Csernansky John G, Wang Lei, Joshi Sarang C, Ratnanather J Tilak, Miller Michael I
Department of Psychiatry, Washington University School of Medicine, St. Louis, MO 63110, USA.
Neuroimage. 2004;23 Suppl 1:S56-68. doi: 10.1016/j.neuroimage.2004.07.025.

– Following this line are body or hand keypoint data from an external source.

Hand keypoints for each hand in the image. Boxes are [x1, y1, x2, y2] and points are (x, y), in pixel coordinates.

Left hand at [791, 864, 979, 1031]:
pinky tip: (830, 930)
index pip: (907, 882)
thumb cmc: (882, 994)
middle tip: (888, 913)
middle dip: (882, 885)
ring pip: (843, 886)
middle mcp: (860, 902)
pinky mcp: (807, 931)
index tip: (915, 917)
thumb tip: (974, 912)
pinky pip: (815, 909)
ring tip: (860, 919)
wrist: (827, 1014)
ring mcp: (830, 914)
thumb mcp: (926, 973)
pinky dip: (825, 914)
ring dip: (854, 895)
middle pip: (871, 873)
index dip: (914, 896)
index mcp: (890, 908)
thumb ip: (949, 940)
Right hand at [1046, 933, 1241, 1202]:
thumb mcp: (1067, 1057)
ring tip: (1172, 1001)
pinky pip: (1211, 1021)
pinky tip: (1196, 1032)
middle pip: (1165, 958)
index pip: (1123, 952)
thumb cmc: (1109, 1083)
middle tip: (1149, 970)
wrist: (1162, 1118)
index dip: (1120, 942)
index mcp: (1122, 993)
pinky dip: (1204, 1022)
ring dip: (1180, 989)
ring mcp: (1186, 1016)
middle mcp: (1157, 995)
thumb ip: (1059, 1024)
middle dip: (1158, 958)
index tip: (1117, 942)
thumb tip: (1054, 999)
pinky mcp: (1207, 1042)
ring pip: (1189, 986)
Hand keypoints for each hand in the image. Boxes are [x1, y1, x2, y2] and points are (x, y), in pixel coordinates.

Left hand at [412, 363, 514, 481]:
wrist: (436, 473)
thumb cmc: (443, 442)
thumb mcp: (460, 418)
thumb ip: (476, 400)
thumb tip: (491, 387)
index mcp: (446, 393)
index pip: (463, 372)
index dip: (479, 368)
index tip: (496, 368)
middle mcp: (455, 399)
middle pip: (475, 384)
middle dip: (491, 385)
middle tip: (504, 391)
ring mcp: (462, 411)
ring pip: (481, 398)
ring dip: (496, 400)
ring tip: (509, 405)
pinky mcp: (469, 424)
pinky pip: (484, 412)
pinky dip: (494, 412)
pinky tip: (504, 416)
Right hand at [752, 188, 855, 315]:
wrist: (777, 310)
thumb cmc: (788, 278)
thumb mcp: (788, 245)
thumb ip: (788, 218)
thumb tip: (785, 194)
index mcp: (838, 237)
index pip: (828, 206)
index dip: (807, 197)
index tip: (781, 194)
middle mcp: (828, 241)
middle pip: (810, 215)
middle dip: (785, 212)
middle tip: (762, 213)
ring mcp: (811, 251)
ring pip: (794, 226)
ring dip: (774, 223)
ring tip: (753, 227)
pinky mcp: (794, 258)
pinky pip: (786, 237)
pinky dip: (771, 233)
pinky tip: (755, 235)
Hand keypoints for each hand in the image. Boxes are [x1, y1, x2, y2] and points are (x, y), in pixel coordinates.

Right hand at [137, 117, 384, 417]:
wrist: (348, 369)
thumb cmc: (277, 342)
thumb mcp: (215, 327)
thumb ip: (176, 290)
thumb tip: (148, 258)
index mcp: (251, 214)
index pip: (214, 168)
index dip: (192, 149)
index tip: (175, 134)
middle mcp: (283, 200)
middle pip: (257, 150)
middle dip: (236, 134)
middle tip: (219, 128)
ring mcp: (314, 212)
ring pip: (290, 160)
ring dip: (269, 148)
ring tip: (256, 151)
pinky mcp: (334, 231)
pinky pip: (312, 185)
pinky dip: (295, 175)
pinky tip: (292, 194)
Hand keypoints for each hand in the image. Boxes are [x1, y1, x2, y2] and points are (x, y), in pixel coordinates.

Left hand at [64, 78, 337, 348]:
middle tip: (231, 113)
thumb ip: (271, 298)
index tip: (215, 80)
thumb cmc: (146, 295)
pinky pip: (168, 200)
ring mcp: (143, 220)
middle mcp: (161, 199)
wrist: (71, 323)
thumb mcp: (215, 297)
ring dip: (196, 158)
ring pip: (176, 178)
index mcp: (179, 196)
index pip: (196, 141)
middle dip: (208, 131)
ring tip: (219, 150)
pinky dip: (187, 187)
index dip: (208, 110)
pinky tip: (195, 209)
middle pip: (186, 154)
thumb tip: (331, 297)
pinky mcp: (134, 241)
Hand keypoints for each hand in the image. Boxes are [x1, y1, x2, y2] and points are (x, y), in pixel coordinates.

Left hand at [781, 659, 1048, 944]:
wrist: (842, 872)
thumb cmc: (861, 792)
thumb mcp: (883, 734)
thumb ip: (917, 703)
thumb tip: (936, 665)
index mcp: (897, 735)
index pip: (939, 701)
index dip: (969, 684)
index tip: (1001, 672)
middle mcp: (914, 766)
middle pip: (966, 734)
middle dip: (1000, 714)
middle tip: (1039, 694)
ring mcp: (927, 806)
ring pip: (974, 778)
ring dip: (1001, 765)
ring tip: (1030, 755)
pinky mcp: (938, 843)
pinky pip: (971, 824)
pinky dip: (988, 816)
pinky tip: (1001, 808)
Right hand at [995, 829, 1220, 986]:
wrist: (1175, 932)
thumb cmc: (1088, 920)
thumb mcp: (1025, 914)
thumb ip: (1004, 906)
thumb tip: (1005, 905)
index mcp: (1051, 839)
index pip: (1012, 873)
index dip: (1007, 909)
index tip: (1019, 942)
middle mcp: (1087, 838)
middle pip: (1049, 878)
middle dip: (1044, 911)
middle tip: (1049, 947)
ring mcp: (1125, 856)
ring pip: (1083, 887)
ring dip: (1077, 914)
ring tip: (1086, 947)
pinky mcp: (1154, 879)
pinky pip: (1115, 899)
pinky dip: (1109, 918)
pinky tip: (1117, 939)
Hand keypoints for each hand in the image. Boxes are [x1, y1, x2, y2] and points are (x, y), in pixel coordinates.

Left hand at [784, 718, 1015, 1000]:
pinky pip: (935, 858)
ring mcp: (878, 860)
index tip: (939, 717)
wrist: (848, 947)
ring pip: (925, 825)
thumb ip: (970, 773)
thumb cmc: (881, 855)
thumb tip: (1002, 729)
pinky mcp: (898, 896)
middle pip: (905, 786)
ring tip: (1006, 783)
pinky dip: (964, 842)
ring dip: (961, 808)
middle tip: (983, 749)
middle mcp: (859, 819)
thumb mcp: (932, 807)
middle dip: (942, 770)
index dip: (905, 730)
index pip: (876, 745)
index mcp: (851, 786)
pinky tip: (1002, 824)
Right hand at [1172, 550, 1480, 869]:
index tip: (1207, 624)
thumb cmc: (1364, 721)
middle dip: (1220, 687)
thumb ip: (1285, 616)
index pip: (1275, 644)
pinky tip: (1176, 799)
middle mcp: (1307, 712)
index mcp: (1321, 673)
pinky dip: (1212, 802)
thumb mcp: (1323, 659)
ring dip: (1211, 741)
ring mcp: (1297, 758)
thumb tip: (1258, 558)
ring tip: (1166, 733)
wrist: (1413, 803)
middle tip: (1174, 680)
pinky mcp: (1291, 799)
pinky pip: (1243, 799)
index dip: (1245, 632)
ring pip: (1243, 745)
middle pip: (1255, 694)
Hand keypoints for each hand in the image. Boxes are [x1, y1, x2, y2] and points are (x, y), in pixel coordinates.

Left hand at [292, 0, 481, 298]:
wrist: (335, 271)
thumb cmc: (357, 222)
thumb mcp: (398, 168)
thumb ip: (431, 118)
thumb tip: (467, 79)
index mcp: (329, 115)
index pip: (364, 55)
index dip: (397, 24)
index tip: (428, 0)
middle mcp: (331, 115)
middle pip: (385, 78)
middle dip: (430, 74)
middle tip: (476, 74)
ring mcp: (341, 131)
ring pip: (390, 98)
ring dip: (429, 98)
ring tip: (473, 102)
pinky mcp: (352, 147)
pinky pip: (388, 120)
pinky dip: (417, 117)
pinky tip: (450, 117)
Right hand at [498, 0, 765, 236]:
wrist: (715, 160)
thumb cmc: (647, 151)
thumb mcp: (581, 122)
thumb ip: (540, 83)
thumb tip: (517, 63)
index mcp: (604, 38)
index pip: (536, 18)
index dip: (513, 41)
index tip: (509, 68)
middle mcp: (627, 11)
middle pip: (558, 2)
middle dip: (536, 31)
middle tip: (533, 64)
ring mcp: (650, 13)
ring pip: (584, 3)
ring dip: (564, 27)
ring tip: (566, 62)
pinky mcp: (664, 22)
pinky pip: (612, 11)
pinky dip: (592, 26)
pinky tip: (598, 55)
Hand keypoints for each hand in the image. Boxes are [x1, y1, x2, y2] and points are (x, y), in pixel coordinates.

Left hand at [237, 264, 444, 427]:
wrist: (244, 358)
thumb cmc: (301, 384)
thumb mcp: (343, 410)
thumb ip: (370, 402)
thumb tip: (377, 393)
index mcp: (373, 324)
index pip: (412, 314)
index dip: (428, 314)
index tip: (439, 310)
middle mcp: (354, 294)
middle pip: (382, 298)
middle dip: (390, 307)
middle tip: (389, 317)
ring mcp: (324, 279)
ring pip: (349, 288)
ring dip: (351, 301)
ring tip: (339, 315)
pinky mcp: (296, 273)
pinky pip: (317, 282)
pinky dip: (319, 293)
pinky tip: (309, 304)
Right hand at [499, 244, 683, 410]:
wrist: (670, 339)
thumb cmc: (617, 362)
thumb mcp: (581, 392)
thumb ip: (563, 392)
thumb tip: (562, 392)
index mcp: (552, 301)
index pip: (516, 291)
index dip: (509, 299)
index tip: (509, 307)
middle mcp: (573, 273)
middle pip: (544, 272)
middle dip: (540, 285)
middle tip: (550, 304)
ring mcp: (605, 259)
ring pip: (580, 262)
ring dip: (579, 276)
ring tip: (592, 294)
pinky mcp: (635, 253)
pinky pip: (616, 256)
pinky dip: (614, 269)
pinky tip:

Three components of computational anatomy (CA) are reviewed in this paper: (i) the computation of large-deformation maps, that is, for any given coordinate system representations of two anatomies, computing the diffeomorphic transformation from one to the other; (ii) the computation of empirical probability laws of anatomical variation between anatomies; and (iii) the construction of inferences regarding neuropsychiatric disease states. CA utilizes spatial-temporal vector field information obtained from large-deformation maps to assess anatomical variabilities and facilitate the detection and quantification of abnormalities of brain structure in subjects with neuropsychiatric disorders. Neuroanatomical structures are divided into two types: subcortical structures-gray matter (GM) volumes enclosed by a single surface-and cortical mantle structures-anatomically distinct portions of the cerebral cortical mantle layered between the white matter (WM) and cerebrospinal fluid (CSF). Because of fundamental differences in the geometry of these two types of structures, image-based large-deformation high-dimensional brain mapping (HDBM-LD) and large-deformation diffeomorphic metric matching (LDDMM) were developed for the study of subcortical structures and labeled cortical mantle distance mapping (LCMDM) was developed for the study of cortical mantle structures. Studies of neuropsychiatric disorders using CA usually require the testing of hypothesized group differences with relatively small numbers of subjects per group. Approaches that increase the power for testing such hypotheses include methods to quantify the shapes of individual structures, relationships between the shapes of related structures (e.g., asymmetry), and changes of shapes over time. Promising preliminary studies employing these approaches to studies of subjects with schizophrenia and very mild to mild Alzheimer's disease (AD) are presented.
本文回顾了计算解剖学(CA)的三个组成部分:(i)大变形映射的计算,即对于两个解剖结构的任何给定坐标系表示,计算从一个到另一个的微分同胚变换;(ii)解剖结构之间解剖变异的经验概率定律的计算;以及(iii)关于神经精神疾病状态的推断构建。CA利用从大变形映射获得的时空矢量场信息来评估解剖变异性,并促进对神经精神疾病患者脑结构异常的检测和量化。神经解剖结构分为两种类型:皮质下结构——由单个表面包围的灰质(GM)体积——和皮质套结构——大脑皮质套在白质(WM)和脑脊液(CSF)之间分层的解剖学上不同的部分。由于这两种类型结构的几何形状存在根本差异,基于图像的大变形高维脑图谱(HDBM-LD)和大变形微分同胚度量匹配(LDDMM)被开发用于研究皮质下结构,而标记皮质套距离映射(LCMDM)被开发用于研究皮质套结构。使用CA对神经精神疾病的研究通常需要在每组受试者数量相对较少的情况下检验假设的组间差异。提高检验此类假设的效力的方法包括量化个体结构形状、相关结构形状之间的关系(例如不对称性)以及形状随时间变化的方法。本文展示了采用这些方法对精神分裂症患者以及非常轻度至轻度阿尔茨海默病(AD)患者进行研究的有前景的初步研究。